How Trump Can Avoid War with Iran
Unless President Donald Trump wants to start a war with Iran, he should fire his chief warmongers, John Bolton and Mike Pompeo, before they push the launch buttons. And while he’s at it, he should consider sending calls from his pals Bibi Netanyahu and Muhammad bin Salman to voice mail for a while. That became clearer than ever with his last-minute decision to call back a military strike they had urged against the Tehran regime.
Bibi and MBS, the Middle East’s newest odd couple, have been trying to goad their friend in the White House to bloody Iranian noses since before he took office, although neither one seems to realize consequences for his own country.
You don’t need a degree from Trump University to know Iran fights asymmetrical warfare by proxy, and the ayatollahs will not sit by silently when Trump sends salvos of Tomahawks their way as Bashar Assad did 14 months ago.
The ayatollahs can mobilize Shiite militias in Iraq and Syria, Hizbullah in Iran, Hamas in Gaza and hundreds more clients and terrorists around the Middle East and beyond. Iran would try to maintain some degree of deniability by farming out the attacks to its clients and not sending its own forces to directly take on the Americans.
Iran’s target lists include tens of thousands of American troops and civilians on over a dozen bases scattered throughout the region, plus the Fifth Fleet with thousands more personnel sailing the Persian Gulf, and add to that a slew of American business interests and more.
The most powerful of those proxies is Hizbullah, the Shiite terrorist organization that controls Lebanon and has an arsenal of thousands of Iranian-supplied missiles that can hit any spot in Israel. And its targets might not be limited to Israel but Israeli and Jewish interests abroad as well.
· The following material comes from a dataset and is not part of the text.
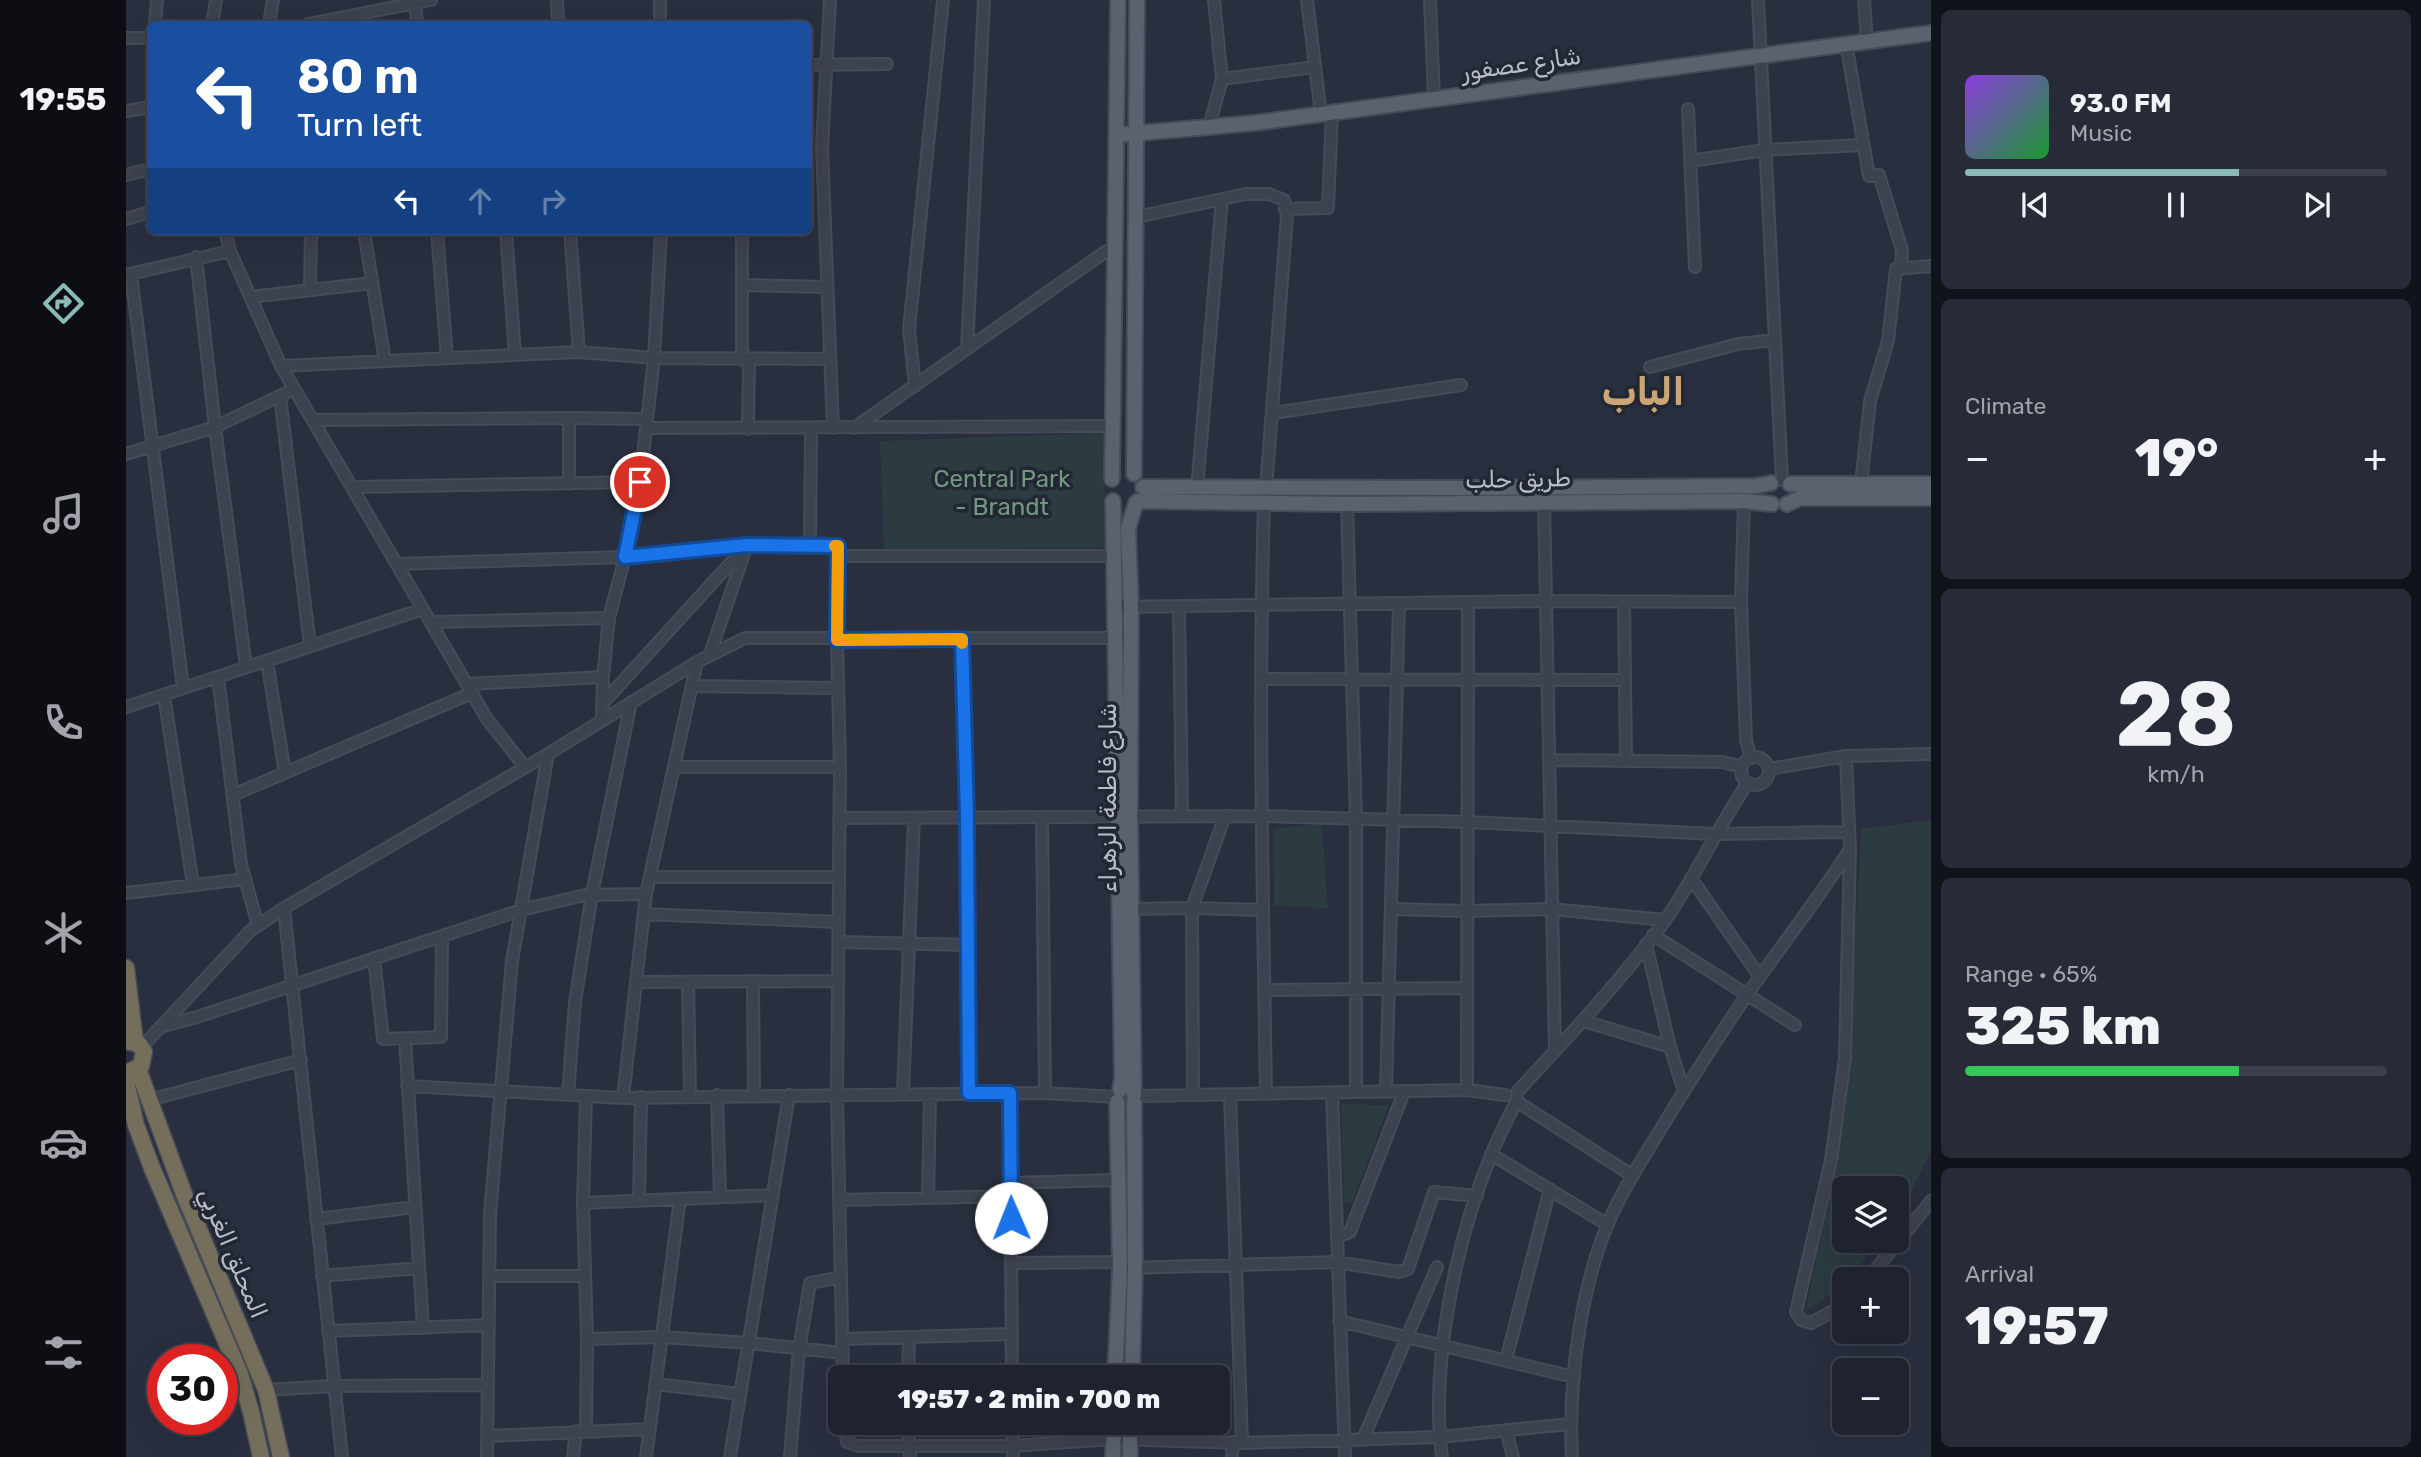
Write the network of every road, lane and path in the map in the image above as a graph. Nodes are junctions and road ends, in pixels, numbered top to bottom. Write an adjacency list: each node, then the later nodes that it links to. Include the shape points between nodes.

The Saudis, the Emirates and other US allies, with their oil wells facing Iran, are highly vulnerable to sabotage and attacks.
Just this weekend a senior Iranian security advisor repeated an old threat from Tehran that if the US attacks the regime’s nuclear facilities “Israel wouldn’t survive” 30 minutes. Attacking Israel will be high on Tehran’s target list but regime leaders also know that Israel outguns them with a superior air force, submarine launched missiles and ballistic missiles, all capable of delivery nuclear warheads.
Bolton, the national security advisor, and Secretary of State Pompeo have long histories of pushing for war and regime change in Iran. Trump has privately complained that the pair “want to push us into war, and it’s so disgusting,” according to the Wall Street Journal. “We don’t need any more wars.”
This is a battle for Trump’s soul between his isolationist electoral base and war mongering advisors looking for Tonkin Gulf II.
Democratic presidential hopeful Sen. Elizabeth Warren seemed to be speaking for – and certainly to – Trump’s base when she said, “We can’t afford another forever war.
And speaking of Democratic ghosts haunting Trump, here’s another that will infuriate him: his vow to use all means necessary to make sure Iran never gets a nuclear weapon was Barack Obama’s position as well.
One difference, of course, is Iran is unlikely to sign any agreements with a president who boasts about ripping up previous accords. They feel his word is worthless and see his calls for negotiations as a sign of weakness. What country would want to negotiate with another whose leader takes pride in breaking promises?
True to form, Trump tweeted that the entire crisis with Iran is Obama’s fault for signing the nuclear agreement in the first place, and that he’s just applying “maximum pressure” to get a better deal. It seems a bit disingenuous for Trump to accuse Iran of violating an agreement he tore up.
Bibi was one of those who pressed Trump to abrogate the agreement. In the past he’d reportedly wanted to unilaterally attack Iran’s nuclear facilities but was dissuaded by his military and intelligence chiefs.
For all his sabre rattling, the last thing Israel needs right now is a US attack on Iran because the Jewish state would be a top target for retaliation. Besides, Bibi is busy waging the two toughest battles of his political career – staying out of prison and keeping his day job. He’s telling voters to reelect him because he kept them out of war (Woodrow Wilson ran for reelection on that theme in 1916 and was at war one month after his inauguration).
He also knows that casualty-sensitive Israeli voters are likely to blame him for their losses regardless of the outcome, observed Yossi Alpher, a former Mossad official.
After Trump called off last month’s attack (if it wasn’t just a bluff all along), Bolton and Pompeo flew off to Israel and Saudi Arabia, respectively, where they would find more sympathetic leaders than their own.
Another disappointed hawk is former Sen. Joe Lieberman, who told Israeli Army Radio he was “troubled” by Trump’s decision to call off the attack and he spoke of the need to “strike targets that are visible and public.”
Pulling Trump back from the brink this time may have been the threat of retaliation not by Iran but by his isolationist voter base who were promised no new wars, especially in the Middle East. More frightening than Iranian missiles for Trump is the threat that his voters could desert him on November 3, 2020 .
If he really wants to please them and to shrink America’s global military footprint, it’s time to call in the uber hawks and bring back the catchphrase of his television show, The Apprentice. You’re fired.